"Kak Arumi. Pakai dukun mana bisa nikah sama pangeran tampan dan kaya dalam waktu singkat begini? Wah, Kak Bowo bakal patah hati nih," Tanya Anaya di dalam kamar Arumi.
Anaya ini ditugaskan untuk menemani sang Kakak di dalam kamarnya, sembari menunggu Pak Penghulu datang.
"Adik Si*lan, ngomong jangan suka benar gitu dong Nay, malu kan kakak ketahuan kartunya." Tawa keduanya pecah seketika itu juga.

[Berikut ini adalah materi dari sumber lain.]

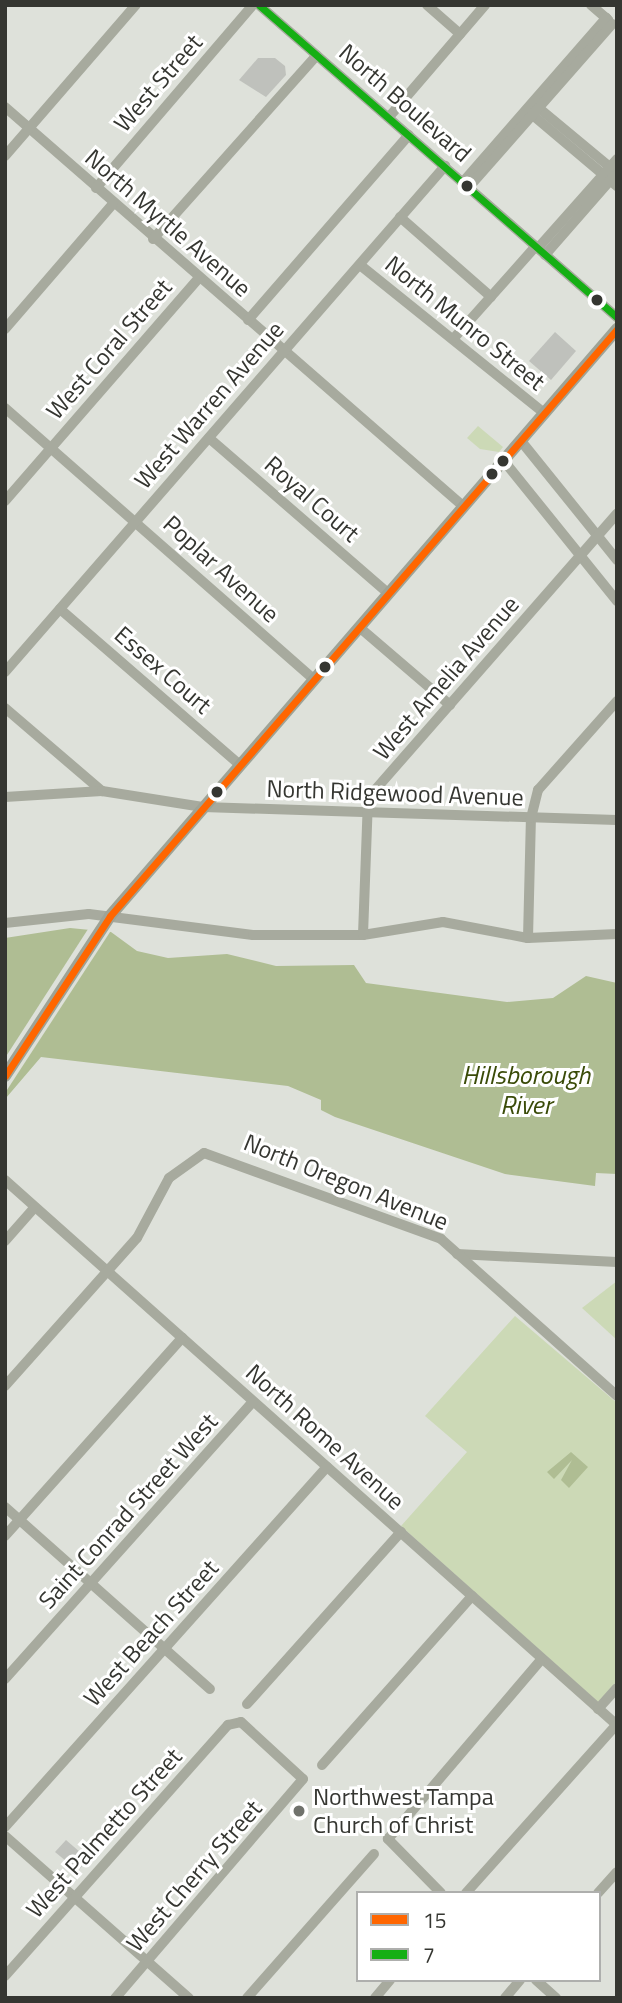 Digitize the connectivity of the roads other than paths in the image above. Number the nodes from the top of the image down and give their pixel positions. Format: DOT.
graph roads {
  1 [pos="136,5"];
  2 [pos="253,5"];
  3 [pos="259,5"];
  4 [pos="427,5"];
  5 [pos="485,5"];
  6 [pos="591,5"];
  7 [pos="612,23"];
  8 [pos="460,34"];
  9 [pos="317,55"];
  10 [pos="5,107"];
  11 [pos="532,108"];
  12 [pos="388,117"];
  13 [pos="30,128"];
  14 [pos="409,135"];
  15 [pos="5,156"];
  16 [pos="444,166"];
  17 [pos="613,173"];
  18 [pos="466,184"];
  19 [pos="96,188"];
  20 [pos="113,204"];
  21 [pos="400,217"];
  22 [pos="153,239"];
  23 [pos="540,250"];
  24 [pos="360,265"];
  25 [pos="199,278"];
  26 [pos="491,296"];
  27 [pos="617,317"];
  28 [pos="248,320"];
  29 [pos="5,329"];
  30 [pos="617,329"];
  31 [pos="454,338"];
  32 [pos="284,351"];
  33 [pos="5,408"];
  34 [pos="544,413"];
  35 [pos="209,438"];
  36 [pos="521,441"];
  37 [pos="51,448"];
  38 [pos="504,461"];
  39 [pos="5,501"];
  40 [pos="463,506"];
  41 [pos="617,514"];
  42 [pos="136,521"];
  43 [pos="598,536"];
  44 [pos="582,557"];
  45 [pos="617,561"];
  46 [pos="388,593"];
  47 [pos="617,601"];
  48 [pos="60,609"];
  49 [pos="359,626"];
  50 [pos="5,672"];
  51 [pos="314,679"];
  52 [pos="617,701"];
  53 [pos="450,705"];
  54 [pos="5,708"];
  55 [pos="239,764"];
  56 [pos="102,790"];
  57 [pos="5,797"];
  58 [pos="203,807"];
  59 [pos="364,813"];
  60 [pos="531,818"];
  61 [pos="617,820"];
  62 [pos="106,922"];
  63 [pos="5,923"];
  64 [pos="617,934"];
  65 [pos="363,935"];
  66 [pos="528,938"];
  67 [pos="5,1076"];
  68 [pos="5,1180"];
  69 [pos="35,1207"];
  70 [pos="5,1241"];
  71 [pos="457,1254"];
  72 [pos="617,1262"];
  73 [pos="107,1271"];
  74 [pos="181,1338"];
  75 [pos="5,1386"];
  76 [pos="617,1396"];
  77 [pos="253,1402"];
  78 [pos="327,1467"];
  79 [pos="5,1507"];
  80 [pos="19,1520"];
  81 [pos="401,1532"];
  82 [pos="5,1536"];
  83 [pos="91,1584"];
  84 [pos="472,1596"];
  85 [pos="165,1650"];
  86 [pos="542,1659"];
  87 [pos="5,1679"];
  88 [pos="210,1689"];
  89 [pos="614,1692"];
  90 [pos="247,1704"];
  91 [pos="598,1709"];
  92 [pos="236,1721"];
  93 [pos="616,1725"];
  94 [pos="322,1765"];
  95 [pos="5,1827"];
  96 [pos="5,1836"];
  97 [pos="374,1854"];
  98 [pos="617,1872"];
  99 [pos="439,1891"];
  100 [pos="468,1891"];
  101 [pos="600,1891"];
  102 [pos="75,1898"];
  103 [pos="147,1961"];
  104 [pos="5,1976"];
  105 [pos="388,1982"];
  106 [pos="518,1982"];
  107 [pos="538,1982"];
  108 [pos="115,1998"];
  109 [pos="189,1998"];
  110 [pos="247,1998"];
  111 [pos="374,1998"];
  112 [pos="505,1998"];
  113 [pos="556,1998"];
  1 -- 13 [label="street"];
  2 -- 19 [label="street, West Street"];
  3 -- 9 [label="street, North Boulevard"];
  4 -- 8 [label="street"];
  5 -- 8 [label="street"];
  6 -- 7 [label="street"];
  7 -- 11 [label="street"];
  8 -- 12 [label="street"];
  9 -- 12 [label="street, North Boulevard"];
  9 -- 22 [label="street"];
  10 -- 13 [label="street, North Myrtle Avenue"];
  11 -- 17 [label="street"];
  11 -- 18 [label="street"];
  12 -- 14 [label="street, North Boulevard"];
  13 -- 15 [label="street"];
  13 -- 19 [label="street, North Myrtle Avenue"];
  14 -- 16 [label="street, North Boulevard"];
  14 -- 28 [label="street"];
  16 -- 18 [label="street, North Boulevard"];
  16 -- 21 [label="street, West Warren Avenue"];
  17 -- 23 [label="street"];
  18 -- 23 [label="street, North Boulevard"];
  19 -- 20 [label="street, North Myrtle Avenue"];
  20 -- 22 [label="street, North Myrtle Avenue"];
  20 -- 29 [label="street"];
  21 -- 24 [label="street, West Warren Avenue"];
  21 -- 26 [label="street"];
  22 -- 25 [label="street, North Myrtle Avenue"];
  23 -- 26 [label="street"];
  23 -- 27 [label="street, North Boulevard"];
  24 -- 31 [label="street, North Munro Street"];
  24 -- 32 [label="street, West Warren Avenue"];
  25 -- 28 [label="street, North Myrtle Avenue"];
  25 -- 37 [label="street, West Coral Street"];
  26 -- 31 [label="street"];
  28 -- 32 [label="street, North Myrtle Avenue"];
  30 -- 34 [label="main road"];
  31 -- 34 [label="street, North Munro Street"];
  32 -- 35 [label="street, West Warren Avenue"];
  32 -- 40 [label="street, North Myrtle Avenue"];
  33 -- 37 [label="street, Poplar Avenue"];
  34 -- 36 [label="main road"];
  35 -- 42 [label="street, West Warren Avenue"];
  35 -- 46 [label="street, Royal Court"];
  36 -- 38 [label="main road"];
  36 -- 43 [label="street"];
  37 -- 39 [label="street, West Coral Street"];
  37 -- 42 [label="street, Poplar Avenue"];
  38 -- 40 [label="main road"];
  38 -- 44 [label="street"];
  40 -- 46 [label="main road"];
  41 -- 43 [label="street, West Amelia Avenue"];
  42 -- 48 [label="street, West Warren Avenue"];
  42 -- 51 [label="street, Poplar Avenue"];
  43 -- 44 [label="street, West Amelia Avenue"];
  43 -- 45 [label="street"];
  44 -- 47 [label="street"];
  44 -- 53 [label="street, West Amelia Avenue"];
  46 -- 49 [label="main road"];
  48 -- 50 [label="street, West Warren Avenue"];
  48 -- 55 [label="street, Essex Court"];
  49 -- 51 [label="main road"];
  49 -- 53 [label="street"];
  51 -- 55 [label="main road"];
  52 -- 60 [label="street"];
  53 -- 59 [label="street, West Amelia Avenue"];
  54 -- 56 [label="street"];
  55 -- 58 [label="main road"];
  56 -- 57 [label="street, North Ridgewood Avenue"];
  56 -- 58 [label="street, North Ridgewood Avenue"];
  58 -- 59 [label="street, North Ridgewood Avenue"];
  58 -- 62 [label="main road"];
  59 -- 60 [label="street, North Ridgewood Avenue"];
  59 -- 65 [label="street, West Amelia Avenue"];
  60 -- 61 [label="street, North Ridgewood Avenue"];
  60 -- 66 [label="street"];
  62 -- 63 [label="street"];
  62 -- 65 [label="street"];
  62 -- 67 [label="main road"];
  64 -- 66 [label="street"];
  65 -- 66 [label="street"];
  68 -- 69 [label="street, North Rome Avenue"];
  69 -- 70 [label="street"];
  69 -- 73 [label="street, North Rome Avenue"];
  71 -- 72 [label="street"];
  71 -- 73 [label="street, North Oregon Avenue"];
  71 -- 76 [label="street, North Oregon Avenue"];
  73 -- 74 [label="street, North Rome Avenue"];
  73 -- 75 [label="street, North Oregon Avenue"];
  74 -- 77 [label="street, North Rome Avenue"];
  74 -- 80 [label="street"];
  77 -- 78 [label="street, North Rome Avenue"];
  77 -- 83 [label="street, Saint Conrad Street West"];
  78 -- 81 [label="street, North Rome Avenue"];
  78 -- 85 [label="street, West Beach Street"];
  79 -- 80 [label="street"];
  80 -- 82 [label="street"];
  80 -- 83 [label="street"];
  81 -- 84 [label="street, North Rome Avenue"];
  81 -- 90 [label="street"];
  83 -- 85 [label="street"];
  83 -- 87 [label="street, Saint Conrad Street West"];
  84 -- 86 [label="street, North Rome Avenue"];
  84 -- 94 [label="street"];
  85 -- 88 [label="street"];
  85 -- 95 [label="street, West Beach Street"];
  86 -- 91 [label="street, North Rome Avenue"];
  86 -- 99 [label="street"];
  89 -- 91 [label="street"];
  91 -- 93 [label="street, North Rome Avenue"];
  92 -- 102 [label="street, West Palmetto Street"];
  92 -- 103 [label="street, West Cherry Street"];
  93 -- 100 [label="street"];
  96 -- 102 [label="street"];
  97 -- 110 [label="street"];
  98 -- 101 [label="street"];
  102 -- 103 [label="street"];
  102 -- 104 [label="street, West Palmetto Street"];
  103 -- 108 [label="street, West Cherry Street"];
  103 -- 109 [label="street"];
  105 -- 111 [label="street"];
  106 -- 112 [label="street"];
  107 -- 113 [label="street"];
}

Anaya pandai sekali memecahkan ketagangan yang sedang dirasakan sang Kakak, dengan menuduhnya menggunakan dukun untuk mendapatkan seorang Barra. Padahal Arumi sama sekali tak pernah menggunakan pelet cinta dari seorang dukun untuk mendapatkan seorang Barra yang menurutnya pria merepotkan dan menyebalkan karena sifatnya yang pemaksa.
"Kak, kayanya uang jajan gue bakal naik nih. Secara gue punya kakak ipar Sultan." Tutur Anaya dengan mengedipkan sebelah matanya kearah Arumi.
"Cih, belum apa-apa udah matre aja. Sekolah yang benar. Jangan uang jajan saja yang kamu pikirin Nay!"
"Sekolah Nay, sudah benar kok Kak, buktinya selalu dapat beasiswa kan? Jajan itu perlu kak, sangat penting untuk nutrisi otak Nay yang mulai lemot kalau saldo rekening Nay udah menipis."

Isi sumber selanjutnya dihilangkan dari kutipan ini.